While President Trump’s tariffs may offer some short-term benefits to the shipping industry through increased rates driven by supply chain disruptions, the long-term outlook is more uncertain. Decreased trade volumes, potential retaliatory measures and market volatility pose significant challenges that the industry must navigate carefully.
Impacts on Greek shipping
Greek shipping, which plays a crucial role in the country’s economy and the global maritime industry, is particularly sensitive to shifts in trade policies. The Greek-owned fleet leads globally with 4,992 ships and a total carrying capacity of 394.98 million dwt (deadweight tonnage), representing 16.9 percent of the world’s shipping. The industry is a key pillar of the Greek economy, contributing around seven percent of the country’s GDP and providing thousands of jobs.
Any disruption in global trade flows caused by tariffs could directly impact Greek shipping companies, particularly those involved in container shipping and bulk transport, as they rely on the steady movement of goods across international markets.
Additionally, Greek shipping’s strong presence in energy transportation could face indirect consequences if tariffs affect demand for oil and gas shipments. The US tariffs and potential retaliatory measures could disrupt energy supply chains, altering trade flows for key commodities such as crude oil and liquefied natural gas (LNG).
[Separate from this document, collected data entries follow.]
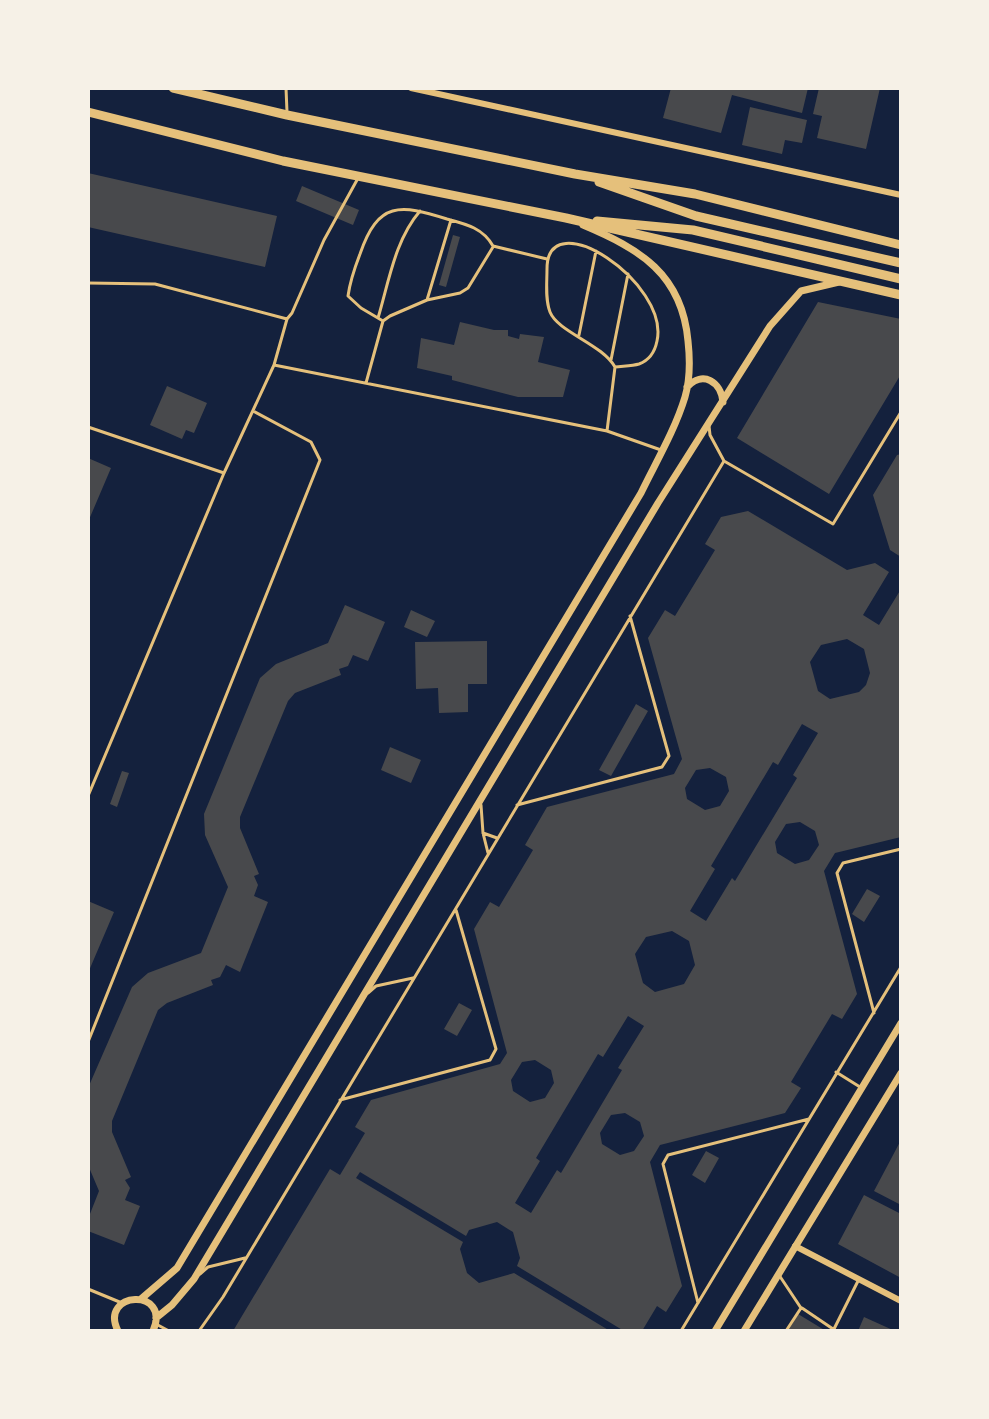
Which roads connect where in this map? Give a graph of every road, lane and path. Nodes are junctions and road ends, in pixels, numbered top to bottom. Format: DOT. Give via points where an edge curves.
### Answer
graph roads {
  1 [pos="173,88"];
  2 [pos="286,88"];
  3 [pos="411,88"];
  4 [pos="88,112"];
  5 [pos="287,115"];
  6 [pos="575,174"];
  7 [pos="359,176"];
  8 [pos="901,195"];
  9 [pos="420,211"];
  10 [pos="566,218"];
  11 [pos="451,220"];
  12 [pos="901,245"];
  13 [pos="493,246"];
  14 [pos="596,251"];
  15 [pos="547,259"];
  16 [pos="901,263"];
  17 [pos="628,274"];
  18 [pos="901,279"];
  19 [pos="839,282"];
  20 [pos="88,283"];
  21 [pos="901,295"];
  22 [pos="427,300"];
  23 [pos="378,318"];
  24 [pos="287,319"];
  25 [pos="383,321"];
  26 [pos="579,335"];
  27 [pos="611,361"];
  28 [pos="274,365"];
  29 [pos="615,367"];
  30 [pos="366,383"];
  31 [pos="686,389"];
  32 [pos="723,402"];
  33 [pos="253,411"];
  34 [pos="901,412"];
  35 [pos="709,426"];
  36 [pos="88,427"];
  37 [pos="607,431"];
  38 [pos="662,450"];
  39 [pos="724,461"];
  40 [pos="224,473"];
  41 [pos="630,615"];
  42 [pos="88,796"];
  43 [pos="481,799"];
  44 [pos="517,805"];
  45 [pos="483,833"];
  46 [pos="497,838"];
  47 [pos="901,849"];
  48 [pos="488,853"];
  49 [pos="456,908"];
  50 [pos="901,967"];
  51 [pos="414,978"];
  52 [pos="362,998"];
  53 [pos="874,1013"];
  54 [pos="901,1023"];
  55 [pos="88,1042"];
  56 [pos="836,1072"];
  57 [pos="901,1073"];
  58 [pos="862,1088"];
  59 [pos="340,1100"];
  60 [pos="809,1119"];
  61 [pos="795,1246"];
  62 [pos="246,1257"];
  63 [pos="779,1275"];
  64 [pos="194,1279"];
  65 [pos="859,1280"];
  66 [pos="88,1289"];
  67 [pos="141,1299"];
  68 [pos="901,1301"];
  69 [pos="122,1303"];
  70 [pos="698,1303"];
  71 [pos="801,1308"];
  72 [pos="114,1318"];
  73 [pos="155,1324"];
  74 [pos="107,1331"];
  75 [pos="118,1331"];
  76 [pos="169,1331"];
  77 [pos="199,1331"];
  78 [pos="681,1331"];
  79 [pos="715,1331"];
  80 [pos="744,1331"];
  81 [pos="786,1331"];
  82 [pos="834,1331"];
  1 -- 5 [label="main road"];
  2 -- 5 [label="lane"];
  3 -- 8 [label="street"];
  4 -- 7 [label="main road"];
  5 -- 6 [label="main road"];
  6 -- 12 [label="main road" via="695,194"];
  6 -- 16 [label="main road" via="696,216"];
  7 -- 10 [label="main road"];
  7 -- 24 [label="lane"];
  9 -- 11 [label="lane"];
  9 -- 23 [label="lane" via="399,246"];
  9 -- 23 [label="lane" via="388,212 367,232 348,296"];
  10 -- 18 [label="main road" via="693,230"];
  10 -- 19 [label="main road"];
  10 -- 31 [label="street" via="638,252 662,272 684,312"];
  11 -- 13 [label="lane" via="476,228"];
  11 -- 22 [label="lane"];
  13 -- 15 [label="lane"];
  13 -- 22 [label="lane" via="468,288"];
  14 -- 15 [label="lane" via="560,244"];
  14 -- 17 [label="lane"];
  14 -- 26 [label="lane"];
  15 -- 26 [label="lane" via="549,312"];
  17 -- 27 [label="lane"];
  17 -- 29 [label="lane" via="653,305 658,337 649,358"];
  19 -- 21 [label="main road"];
  19 -- 32 [label="street" via="801,291 770,326"];
  20 -- 24 [label="lane" via="155,284"];
  22 -- 25 [label="lane"];
  23 -- 25 [label="lane"];
  24 -- 28 [label="lane"];
  25 -- 30 [label="lane"];
  26 -- 27 [label="lane"];
  27 -- 29 [label="lane"];
  28 -- 30 [label="lane"];
  28 -- 33 [label="lane"];
  29 -- 37 [label="lane"];
  30 -- 37 [label="lane"];
  31 -- 32 [label="street" via="692,381 712,380"];
  31 -- 38 [label="street"];
  32 -- 35 [label="street"];
  33 -- 40 [label="lane"];
  33 -- 55 [label="lane" via="311,442 320,460"];
  34 -- 39 [label="lane" via="833,524"];
  35 -- 39 [label="lane"];
  35 -- 43 [label="street"];
  36 -- 40 [label="lane"];
  37 -- 38 [label="lane"];
  38 -- 67 [label="street" via="177,1268"];
  39 -- 41 [label="lane"];
  40 -- 42 [label="lane"];
  41 -- 44 [label="lane"];
  41 -- 44 [label="lane" via="669,756 662,767"];
  43 -- 45 [label="lane"];
  43 -- 52 [label="street"];
  44 -- 46 [label="lane"];
  45 -- 46 [label="lane"];
  45 -- 48 [label="lane"];
  46 -- 48 [label="lane"];
  47 -- 53 [label="lane" via="843,863 837,873"];
  48 -- 49 [label="lane"];
  49 -- 51 [label="lane"];
  49 -- 59 [label="lane" via="496,1049 490,1060"];
  50 -- 53 [label="lane"];
  51 -- 52 [label="lane" via="376,986"];
  51 -- 59 [label="lane"];
  52 -- 64 [label="street"];
  53 -- 56 [label="lane"];
  54 -- 58 [label="street"];
  56 -- 58 [label="lane"];
  56 -- 60 [label="lane"];
  57 -- 61 [label="street"];
  58 -- 79 [label="street"];
  59 -- 62 [label="lane"];
  60 -- 70 [label="lane"];
  60 -- 70 [label="lane" via="668,1155 663,1164"];
  61 -- 63 [label="street"];
  61 -- 65 [label="street"];
  62 -- 64 [label="lane" via="208,1267"];
  62 -- 77 [label="lane"];
  63 -- 71 [label="lane"];
  63 -- 80 [label="street"];
  64 -- 73 [label="street"];
  65 -- 68 [label="street"];
  65 -- 82 [label="lane"];
  66 -- 69 [label="lane"];
  67 -- 69 [label="street"];
  67 -- 73 [label="street" via="152,1306"];
  69 -- 72 [label="street"];
  70 -- 78 [label="lane"];
  71 -- 81 [label="lane"];
  71 -- 82 [label="lane"];
  72 -- 74 [label="street"];
  72 -- 75 [label="street"];
  73 -- 76 [label="lane"];
}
Given that Greek shipowners dominate the global tanker and LNG carrier markets, any reduction in energy trade between major economies could lead to volatility in shipping demand and freight rates. As a result, Greek shipping firms may need to adapt their strategies, seeking new markets or adjusting fleet utilization to remain resilient in an increasingly uncertain global trade environment.
Impacts on the wider Greek economy
Economists in Greece suggest that President Trump’s proposed tariffs on the European Union are unlikely to significantly impact the Greek economy, given its limited reliance on exports to the US.
Data from the first eleven months of 2024 indicates that Greek exports to the US accounted for approximately 4.8 percent of the nation’s total exports, equating to €2.2 billion. During the same period, imports from the US were valued at €2 billion, resulting in a trade surplus of €200 million.
Notably, the food and live animals sector exhibited the largest surplus at €521.6 million, while fossil fuels and lubricants recorded the most significant deficit at €399 million.
Beyond direct trade relations, potential indirect effects warrant consideration. Approximately 20 percent of the EU 27’s exports are destined for the US, and any increase in US tariffs on EU products could indirectly affect Greek exports, especially those integrated into European value chains. For instance, Greek intermediate goods used in the production of final products exported by other EU countries to the US might face challenges. The extent of these impacts will depend on the specific tariff increases and the sensitivity of Greek exports to such changes.
Yiannis Stournaras has indicated that Greece does not anticipate significant effects from the proposed US tariffs due to its limited exposure to US exports. However, he acknowledges potential indirect consequences stemming from broader impacts on the Eurozone’s economic growth.
Estimates suggest that if tariffs are imposed at a rate of ten percent, the Eurozone’s growth could decline by approximately 0.5 to 1 percentage point over a two-year horizon. While European inflation is not expected to be substantially affected, there could be general stagflationary trends in the global economy. For Greece, a slowdown in Eurozone growth could have a modest impact on its GDP, but significant effects are not anticipated.